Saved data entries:
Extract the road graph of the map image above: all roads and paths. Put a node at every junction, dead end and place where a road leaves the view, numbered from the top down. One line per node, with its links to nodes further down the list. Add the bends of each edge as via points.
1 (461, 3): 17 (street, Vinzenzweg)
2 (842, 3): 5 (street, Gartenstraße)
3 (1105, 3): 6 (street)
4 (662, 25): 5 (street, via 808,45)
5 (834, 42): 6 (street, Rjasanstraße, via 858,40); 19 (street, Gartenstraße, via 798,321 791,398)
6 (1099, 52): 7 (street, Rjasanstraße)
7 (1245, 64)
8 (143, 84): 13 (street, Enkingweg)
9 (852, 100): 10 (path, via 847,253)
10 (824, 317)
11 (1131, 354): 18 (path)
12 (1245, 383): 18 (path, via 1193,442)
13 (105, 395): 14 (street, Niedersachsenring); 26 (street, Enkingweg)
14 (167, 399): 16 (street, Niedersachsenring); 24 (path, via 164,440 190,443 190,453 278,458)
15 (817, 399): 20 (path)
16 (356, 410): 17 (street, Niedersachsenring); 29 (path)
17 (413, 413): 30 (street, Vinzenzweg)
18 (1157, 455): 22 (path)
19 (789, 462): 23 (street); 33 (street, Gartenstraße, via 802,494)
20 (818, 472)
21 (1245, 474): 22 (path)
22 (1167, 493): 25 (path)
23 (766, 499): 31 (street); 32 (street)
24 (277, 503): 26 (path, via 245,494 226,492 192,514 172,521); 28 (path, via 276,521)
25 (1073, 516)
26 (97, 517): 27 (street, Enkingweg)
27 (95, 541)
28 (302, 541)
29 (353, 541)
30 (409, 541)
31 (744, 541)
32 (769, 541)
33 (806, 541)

## YOUR INSTRUCTIONS
Print each entry above exactly as given.

## SOLUTION TO THIS PROBLEM
Extract the road graph of the map image above: all roads and paths. Put a node at every junction, dead end and place where a road leaves the view, numbered from the top down. One line per node, with its links to nodes further down the list. Add the bends of each edge as via points.
1 (461, 3): 17 (street, Vinzenzweg)
2 (842, 3): 5 (street, Gartenstraße)
3 (1105, 3): 6 (street)
4 (662, 25): 5 (street, via 808,45)
5 (834, 42): 6 (street, Rjasanstraße, via 858,40); 19 (street, Gartenstraße, via 798,321 791,398)
6 (1099, 52): 7 (street, Rjasanstraße)
7 (1245, 64)
8 (143, 84): 13 (street, Enkingweg)
9 (852, 100): 10 (path, via 847,253)
10 (824, 317)
11 (1131, 354): 18 (path)
12 (1245, 383): 18 (path, via 1193,442)
13 (105, 395): 14 (street, Niedersachsenring); 26 (street, Enkingweg)
14 (167, 399): 16 (street, Niedersachsenring); 24 (path, via 164,440 190,443 190,453 278,458)
15 (817, 399): 20 (path)
16 (356, 410): 17 (street, Niedersachsenring); 29 (path)
17 (413, 413): 30 (street, Vinzenzweg)
18 (1157, 455): 22 (path)
19 (789, 462): 23 (street); 33 (street, Gartenstraße, via 802,494)
20 (818, 472)
21 (1245, 474): 22 (path)
22 (1167, 493): 25 (path)
23 (766, 499): 31 (street); 32 (street)
24 (277, 503): 26 (path, via 245,494 226,492 192,514 172,521); 28 (path, via 276,521)
25 (1073, 516)
26 (97, 517): 27 (street, Enkingweg)
27 (95, 541)
28 (302, 541)
29 (353, 541)
30 (409, 541)
31 (744, 541)
32 (769, 541)
33 (806, 541)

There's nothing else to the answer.